Estaba a punto de quedar como las nalguitas del niño Jesús, cuando, como mandados por el mismo Jesucristo, una pareja de abuelos me tomó por el brazo y me rescató de las llamas del infierno. ¡Te van a robar! me dijeron. Ahora mismo ni siquiera recuerdo en qué idioma me lo dijeron. Sentí como si mi espíritu se me saliera del pecho y mi cara se bañaba en lágrimas. En todo el año que llevaba fuera de casa, jamás me había sentido tan lejos y sola, y a pesar de que fue la primera vez que sentí ese sentimiento, desgraciadamente no iba a ser la última.
Y como a mí no dejan de sucederme cosas extraordinarias, justo después de ese susto, un hombre francés se me acercó y me preguntó si podía tomarle una foto, y luego se ofreció a tomarme una a mí. Comenzó a hablarme en un Frenchenglish (mezcla de francés e inglés) y se ofreció a darme un tour por la ciudad, el cual acepté. Bajamos al centro comercial subterráneo que está en el Louvre y después caminamos por la ciudad, recorriendo diversas calles y callejones hasta llegar a la Galería Lafayette, un rooftop en un centro comercial con una vista increíble de la ciudad.

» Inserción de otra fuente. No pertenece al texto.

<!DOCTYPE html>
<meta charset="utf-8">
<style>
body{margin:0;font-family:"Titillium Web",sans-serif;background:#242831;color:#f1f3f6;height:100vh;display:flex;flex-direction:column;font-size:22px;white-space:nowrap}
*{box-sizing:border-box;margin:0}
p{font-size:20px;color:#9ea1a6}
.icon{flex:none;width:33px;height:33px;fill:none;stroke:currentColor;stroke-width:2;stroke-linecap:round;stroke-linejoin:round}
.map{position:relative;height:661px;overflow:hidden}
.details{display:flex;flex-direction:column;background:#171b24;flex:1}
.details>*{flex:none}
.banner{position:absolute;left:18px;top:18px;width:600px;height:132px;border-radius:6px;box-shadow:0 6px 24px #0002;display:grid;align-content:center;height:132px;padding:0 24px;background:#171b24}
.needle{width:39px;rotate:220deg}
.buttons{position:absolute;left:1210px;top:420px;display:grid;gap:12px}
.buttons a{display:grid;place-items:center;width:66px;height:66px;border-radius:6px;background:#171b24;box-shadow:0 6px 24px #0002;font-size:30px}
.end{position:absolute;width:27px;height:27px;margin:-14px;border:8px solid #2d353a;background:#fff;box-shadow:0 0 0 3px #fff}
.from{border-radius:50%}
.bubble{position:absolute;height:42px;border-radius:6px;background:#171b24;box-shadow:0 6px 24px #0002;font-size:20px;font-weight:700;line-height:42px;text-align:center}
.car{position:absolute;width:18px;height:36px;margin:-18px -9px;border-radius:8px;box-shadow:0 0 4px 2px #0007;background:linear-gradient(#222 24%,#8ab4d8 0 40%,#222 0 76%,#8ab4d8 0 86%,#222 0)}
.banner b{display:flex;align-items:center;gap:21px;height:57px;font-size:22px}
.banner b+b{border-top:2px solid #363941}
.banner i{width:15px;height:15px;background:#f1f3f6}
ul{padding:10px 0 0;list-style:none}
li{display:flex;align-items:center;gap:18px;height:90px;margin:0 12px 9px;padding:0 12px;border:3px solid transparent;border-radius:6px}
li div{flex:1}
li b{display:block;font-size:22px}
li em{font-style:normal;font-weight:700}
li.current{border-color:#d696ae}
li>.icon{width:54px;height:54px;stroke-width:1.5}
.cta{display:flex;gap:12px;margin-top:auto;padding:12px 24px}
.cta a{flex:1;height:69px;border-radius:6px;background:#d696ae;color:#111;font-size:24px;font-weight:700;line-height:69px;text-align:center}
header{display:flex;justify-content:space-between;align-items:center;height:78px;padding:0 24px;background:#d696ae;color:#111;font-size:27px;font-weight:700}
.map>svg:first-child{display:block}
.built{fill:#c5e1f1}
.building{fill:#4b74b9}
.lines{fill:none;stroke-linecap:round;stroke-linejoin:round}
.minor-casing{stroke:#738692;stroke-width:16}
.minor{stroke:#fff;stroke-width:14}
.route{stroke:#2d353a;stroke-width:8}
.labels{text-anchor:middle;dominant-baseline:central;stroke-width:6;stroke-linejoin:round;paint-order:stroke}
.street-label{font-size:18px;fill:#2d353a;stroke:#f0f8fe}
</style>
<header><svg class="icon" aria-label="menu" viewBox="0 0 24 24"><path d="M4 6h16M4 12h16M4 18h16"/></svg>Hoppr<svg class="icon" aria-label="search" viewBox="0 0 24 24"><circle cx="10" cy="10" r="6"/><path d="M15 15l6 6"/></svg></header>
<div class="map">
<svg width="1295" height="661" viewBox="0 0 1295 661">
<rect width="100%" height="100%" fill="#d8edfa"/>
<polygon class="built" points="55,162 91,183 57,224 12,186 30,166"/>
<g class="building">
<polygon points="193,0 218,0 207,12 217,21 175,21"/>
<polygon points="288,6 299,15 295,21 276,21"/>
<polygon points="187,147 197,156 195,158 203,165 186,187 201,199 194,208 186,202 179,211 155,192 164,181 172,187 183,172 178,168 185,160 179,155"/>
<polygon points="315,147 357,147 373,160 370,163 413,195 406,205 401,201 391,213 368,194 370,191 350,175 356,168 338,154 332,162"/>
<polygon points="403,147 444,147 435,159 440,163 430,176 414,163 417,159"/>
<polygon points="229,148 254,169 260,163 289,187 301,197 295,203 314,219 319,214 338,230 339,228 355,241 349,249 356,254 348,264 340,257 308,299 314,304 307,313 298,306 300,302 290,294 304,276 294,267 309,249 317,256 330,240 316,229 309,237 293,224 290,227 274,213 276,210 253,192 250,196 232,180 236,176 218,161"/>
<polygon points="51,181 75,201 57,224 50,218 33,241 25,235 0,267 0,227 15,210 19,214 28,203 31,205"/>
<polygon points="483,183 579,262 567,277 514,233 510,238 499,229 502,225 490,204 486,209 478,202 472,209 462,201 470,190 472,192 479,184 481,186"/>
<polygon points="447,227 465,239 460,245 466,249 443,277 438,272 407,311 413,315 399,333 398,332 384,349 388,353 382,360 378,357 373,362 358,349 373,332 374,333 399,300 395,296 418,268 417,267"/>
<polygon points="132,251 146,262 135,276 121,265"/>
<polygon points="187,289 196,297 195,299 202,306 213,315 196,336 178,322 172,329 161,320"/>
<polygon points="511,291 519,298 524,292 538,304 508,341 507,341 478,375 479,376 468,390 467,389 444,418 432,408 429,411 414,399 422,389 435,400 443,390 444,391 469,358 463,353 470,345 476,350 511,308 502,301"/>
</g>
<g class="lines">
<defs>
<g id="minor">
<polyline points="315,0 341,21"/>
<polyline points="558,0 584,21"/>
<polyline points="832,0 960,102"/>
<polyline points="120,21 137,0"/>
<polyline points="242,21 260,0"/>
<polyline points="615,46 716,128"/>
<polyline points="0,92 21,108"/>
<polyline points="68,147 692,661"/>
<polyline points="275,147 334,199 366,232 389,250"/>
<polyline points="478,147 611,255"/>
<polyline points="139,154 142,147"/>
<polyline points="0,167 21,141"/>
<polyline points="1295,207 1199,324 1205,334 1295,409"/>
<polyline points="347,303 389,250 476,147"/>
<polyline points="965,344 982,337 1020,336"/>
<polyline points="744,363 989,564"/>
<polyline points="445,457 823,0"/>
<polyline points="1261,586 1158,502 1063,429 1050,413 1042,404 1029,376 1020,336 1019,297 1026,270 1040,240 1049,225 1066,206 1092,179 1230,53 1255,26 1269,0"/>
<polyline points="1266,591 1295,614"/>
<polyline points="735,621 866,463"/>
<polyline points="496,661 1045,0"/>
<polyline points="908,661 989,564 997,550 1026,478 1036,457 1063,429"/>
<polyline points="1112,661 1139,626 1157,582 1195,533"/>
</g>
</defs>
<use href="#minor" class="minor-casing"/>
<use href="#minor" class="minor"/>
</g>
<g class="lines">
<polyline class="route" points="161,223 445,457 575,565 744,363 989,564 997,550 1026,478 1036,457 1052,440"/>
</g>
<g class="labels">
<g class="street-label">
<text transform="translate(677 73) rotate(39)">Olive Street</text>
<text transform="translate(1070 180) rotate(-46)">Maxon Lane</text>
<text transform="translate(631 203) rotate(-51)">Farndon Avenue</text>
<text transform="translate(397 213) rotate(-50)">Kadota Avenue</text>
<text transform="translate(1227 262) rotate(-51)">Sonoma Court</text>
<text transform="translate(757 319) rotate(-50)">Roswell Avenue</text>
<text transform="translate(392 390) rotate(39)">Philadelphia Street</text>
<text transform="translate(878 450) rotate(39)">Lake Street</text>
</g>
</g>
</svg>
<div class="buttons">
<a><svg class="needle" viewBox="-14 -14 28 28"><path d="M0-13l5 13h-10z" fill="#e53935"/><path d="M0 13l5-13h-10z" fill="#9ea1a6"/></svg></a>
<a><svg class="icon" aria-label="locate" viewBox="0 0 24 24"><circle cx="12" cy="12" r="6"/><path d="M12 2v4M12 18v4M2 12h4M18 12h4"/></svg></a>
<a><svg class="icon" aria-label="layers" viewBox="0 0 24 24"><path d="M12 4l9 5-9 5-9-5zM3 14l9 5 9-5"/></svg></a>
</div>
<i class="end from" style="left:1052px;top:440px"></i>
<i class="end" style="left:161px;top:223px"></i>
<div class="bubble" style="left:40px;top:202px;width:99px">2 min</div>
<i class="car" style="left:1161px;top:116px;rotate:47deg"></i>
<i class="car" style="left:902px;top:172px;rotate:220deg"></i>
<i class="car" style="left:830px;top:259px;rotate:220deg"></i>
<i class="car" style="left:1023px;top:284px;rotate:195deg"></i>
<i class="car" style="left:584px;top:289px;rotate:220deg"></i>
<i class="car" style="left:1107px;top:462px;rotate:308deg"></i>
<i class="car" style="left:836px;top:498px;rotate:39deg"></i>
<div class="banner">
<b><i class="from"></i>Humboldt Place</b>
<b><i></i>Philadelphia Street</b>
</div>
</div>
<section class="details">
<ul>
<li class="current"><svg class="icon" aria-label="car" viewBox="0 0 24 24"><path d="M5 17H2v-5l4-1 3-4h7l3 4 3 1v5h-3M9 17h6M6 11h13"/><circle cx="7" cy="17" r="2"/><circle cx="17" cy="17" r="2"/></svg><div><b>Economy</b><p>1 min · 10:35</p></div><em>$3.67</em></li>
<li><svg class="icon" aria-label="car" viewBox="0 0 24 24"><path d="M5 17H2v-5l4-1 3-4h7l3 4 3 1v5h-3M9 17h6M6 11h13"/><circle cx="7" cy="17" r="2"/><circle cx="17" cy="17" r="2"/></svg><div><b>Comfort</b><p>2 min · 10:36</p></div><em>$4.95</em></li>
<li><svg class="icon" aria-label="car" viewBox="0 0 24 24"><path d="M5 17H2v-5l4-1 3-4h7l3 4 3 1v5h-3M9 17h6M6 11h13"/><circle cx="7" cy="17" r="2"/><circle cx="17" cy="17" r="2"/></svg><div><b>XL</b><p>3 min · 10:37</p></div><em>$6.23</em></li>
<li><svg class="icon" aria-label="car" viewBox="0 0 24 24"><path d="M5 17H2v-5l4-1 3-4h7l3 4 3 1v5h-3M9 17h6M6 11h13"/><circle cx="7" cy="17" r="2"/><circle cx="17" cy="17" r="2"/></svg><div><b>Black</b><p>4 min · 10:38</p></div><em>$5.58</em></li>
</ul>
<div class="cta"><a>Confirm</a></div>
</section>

Mientras caminábamos, hablábamos de lo que hacíamos. Él me contó que trabajaba en la industria de la moda, montando los escaparates de las tiendas de ropa. Caminaba a toda velocidad, y para mí era casi imposible seguirle el paso. En un semáforo me quedé rezagada y, cuando por fin logré cruzar, me tomó de la mano para que pudiera caminar a su ritmo.
La vista desde la galería era espectacular: se veía la Torre Eiffel, catedrales, estatuas en lo alto de los edificios, y la forma ovalada de las construcciones le daba un aire antiguo a esta ciudad de superficie plana, sin rascacielos, decorada con los tonos sombríos y terrosos característicos de los edificios europeos. Las decoraciones navideñas dentro del centro comercial eran descomunales, y la cantidad de gente dentro y fuera de él era abrumadora. Nunca volvería a ver tanta gente reunida hasta que visité Nueva York en Navidad.
El recorrido terminó en la galería, y media hora más tarde le dije al francés que me iba de vuelta al hostal. Él, muy amable, se ofreció a acompañarme hasta allí, pero yo me negué. Me dijo entonces que me acompañaba hasta la estación del metro, a lo que accedí. Al llegar a la estación, me despedí y le di las gracias. Él me respondió pidiéndome un beso. Lo miré sorprendida, le dije que no, y me fui corriendo. [inserte aquí emoji de la cara que se está riendo, pero llorando al mismo tiempo]
Así terminó la parte uno de mi aventura por París, a la cual regresaré al final de mi viaje para tomar mi vuelo de vuelta a Estados Unidos.